## PROMPT
The task calls for an exact copy of the records, without any images.

## DATA EXTRACT
+++

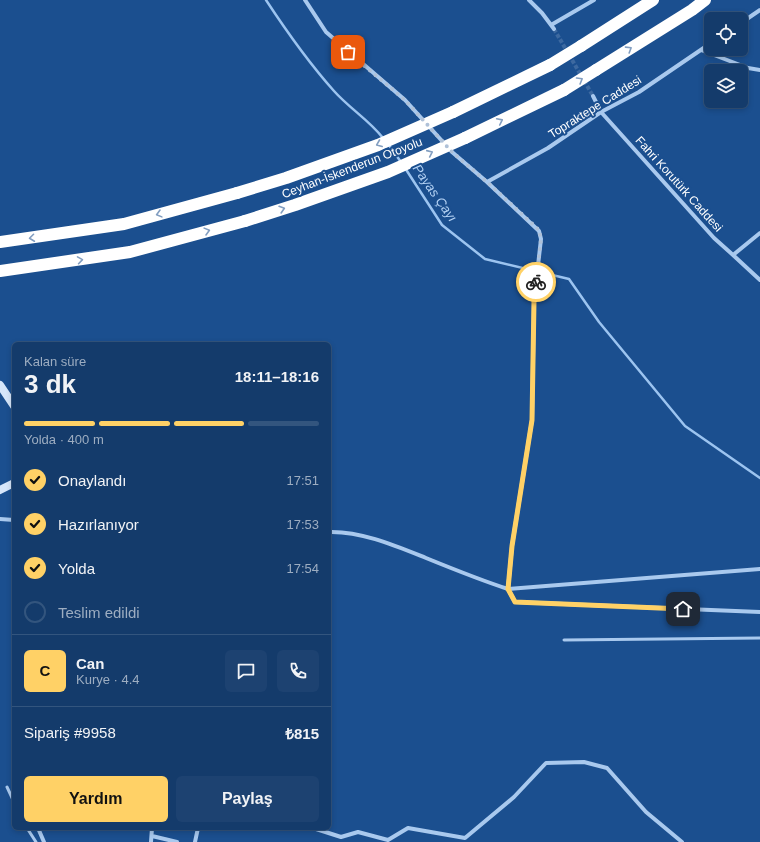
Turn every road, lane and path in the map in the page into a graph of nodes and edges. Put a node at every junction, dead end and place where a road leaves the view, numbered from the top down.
1 (305, 0) edge
2 (529, 0) edge
3 (594, 0) edge
4 (653, 0) edge
5 (705, 0) edge
6 (760, 10) edge
7 (748, 18) edge
8 (704, 48) edge
9 (701, 50) junction
10 (760, 70) edge
11 (593, 96) tunnel mouth
12 (601, 112) junction
13 (487, 182) junction
14 (760, 233) edge
15 (0, 242) edge
16 (733, 255) junction
17 (0, 272) edge
18 (760, 280) edge
19 (0, 385) edge
20 (12, 403) edge
21 (12, 484) edge
22 (0, 490) edge
23 (0, 518) edge
24 (12, 520) edge
25 (331, 532) edge
26 (760, 569) edge
27 (508, 589) junction
28 (760, 612) edge
29 (760, 638) edge
30 (564, 640) dead end
31 (7, 787) dead end
32 (12, 798) edge
33 (28, 830) edge
34 (39, 830) edge
35 (152, 830) edge
36 (198, 830) edge
37 (319, 830) edge
38 (152, 836) junction
39 (36, 842) edge
40 (44, 842) edge
41 (151, 842) edge
42 (177, 842) edge
43 (195, 842) edge
44 (682, 842) edge

1 - 13 street
2 - 3 street
4 -> 15 highway, Ceyhan-İskenderun Otoyolu, bridge
17 -> 5 highway, Ceyhan-İskenderun Otoyolu, bridge
6 - 7 street
8 - 9 street, Topraktepe Caddesi
9 - 10 street
9 - 12 street, Topraktepe Caddesi
11 - 12 street, Fahri Korutürk Caddesi
12 - 13 street, Topraktepe Caddesi
12 - 16 street, Fahri Korutürk Caddesi
13 - 27 street
14 - 16 street
16 - 18 street, Fahri Korutürk Caddesi
19 - 20 street
21 - 22 street
23 - 24 street
25 - 27 street
26 - 27 street
27 - 28 street
29 - 30 lane
31 - 32 lane
33 - 39 lane
34 - 40 street
35 - 38 street
36 - 43 street
37 - 44 street
38 - 41 street
38 - 42 street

+++

## RESULT OF THE EXERCISE
Turn every road, lane and path in the map in the page into a graph of nodes and edges. Put a node at every junction, dead end and place where a road leaves the view, numbered from the top down.
1 (305, 0) edge
2 (529, 0) edge
3 (594, 0) edge
4 (653, 0) edge
5 (705, 0) edge
6 (760, 10) edge
7 (748, 18) edge
8 (704, 48) edge
9 (701, 50) junction
10 (760, 70) edge
11 (593, 96) tunnel mouth
12 (601, 112) junction
13 (487, 182) junction
14 (760, 233) edge
15 (0, 242) edge
16 (733, 255) junction
17 (0, 272) edge
18 (760, 280) edge
19 (0, 385) edge
20 (12, 403) edge
21 (12, 484) edge
22 (0, 490) edge
23 (0, 518) edge
24 (12, 520) edge
25 (331, 532) edge
26 (760, 569) edge
27 (508, 589) junction
28 (760, 612) edge
29 (760, 638) edge
30 (564, 640) dead end
31 (7, 787) dead end
32 (12, 798) edge
33 (28, 830) edge
34 (39, 830) edge
35 (152, 830) edge
36 (198, 830) edge
37 (319, 830) edge
38 (152, 836) junction
39 (36, 842) edge
40 (44, 842) edge
41 (151, 842) edge
42 (177, 842) edge
43 (195, 842) edge
44 (682, 842) edge

1 - 13 street
2 - 3 street
4 -> 15 highway, Ceyhan-İskenderun Otoyolu, bridge
17 -> 5 highway, Ceyhan-İskenderun Otoyolu, bridge
6 - 7 street
8 - 9 street, Topraktepe Caddesi
9 - 10 street
9 - 12 street, Topraktepe Caddesi
11 - 12 street, Fahri Korutürk Caddesi
12 - 13 street, Topraktepe Caddesi
12 - 16 street, Fahri Korutürk Caddesi
13 - 27 street
14 - 16 street
16 - 18 street, Fahri Korutürk Caddesi
19 - 20 street
21 - 22 street
23 - 24 street
25 - 27 street
26 - 27 street
27 - 28 street
29 - 30 lane
31 - 32 lane
33 - 39 lane
34 - 40 street
35 - 38 street
36 - 43 street
37 - 44 street
38 - 41 street
38 - 42 street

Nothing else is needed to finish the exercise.